Task objective ->
Reproduce the records below word for word.

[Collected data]
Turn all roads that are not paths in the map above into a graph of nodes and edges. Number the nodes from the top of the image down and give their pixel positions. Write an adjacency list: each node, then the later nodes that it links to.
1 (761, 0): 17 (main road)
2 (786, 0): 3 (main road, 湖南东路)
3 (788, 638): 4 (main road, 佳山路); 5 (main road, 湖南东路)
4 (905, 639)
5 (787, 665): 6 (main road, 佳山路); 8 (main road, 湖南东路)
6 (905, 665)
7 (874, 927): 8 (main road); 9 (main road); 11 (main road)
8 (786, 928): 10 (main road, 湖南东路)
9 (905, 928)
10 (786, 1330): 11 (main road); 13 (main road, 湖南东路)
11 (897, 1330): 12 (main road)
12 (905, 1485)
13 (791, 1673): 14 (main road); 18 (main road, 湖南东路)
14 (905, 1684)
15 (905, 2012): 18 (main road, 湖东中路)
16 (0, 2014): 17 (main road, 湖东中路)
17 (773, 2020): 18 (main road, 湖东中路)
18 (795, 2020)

Written reply ->
Turn all roads that are not paths in the map above into a graph of nodes and edges. Number the nodes from the top of the image down and give their pixel positions. Write an adjacency list: each node, then the later nodes that it links to.
1 (761, 0): 17 (main road)
2 (786, 0): 3 (main road, 湖南东路)
3 (788, 638): 4 (main road, 佳山路); 5 (main road, 湖南东路)
4 (905, 639)
5 (787, 665): 6 (main road, 佳山路); 8 (main road, 湖南东路)
6 (905, 665)
7 (874, 927): 8 (main road); 9 (main road); 11 (main road)
8 (786, 928): 10 (main road, 湖南东路)
9 (905, 928)
10 (786, 1330): 11 (main road); 13 (main road, 湖南东路)
11 (897, 1330): 12 (main road)
12 (905, 1485)
13 (791, 1673): 14 (main road); 18 (main road, 湖南东路)
14 (905, 1684)
15 (905, 2012): 18 (main road, 湖东中路)
16 (0, 2014): 17 (main road, 湖东中路)
17 (773, 2020): 18 (main road, 湖东中路)
18 (795, 2020)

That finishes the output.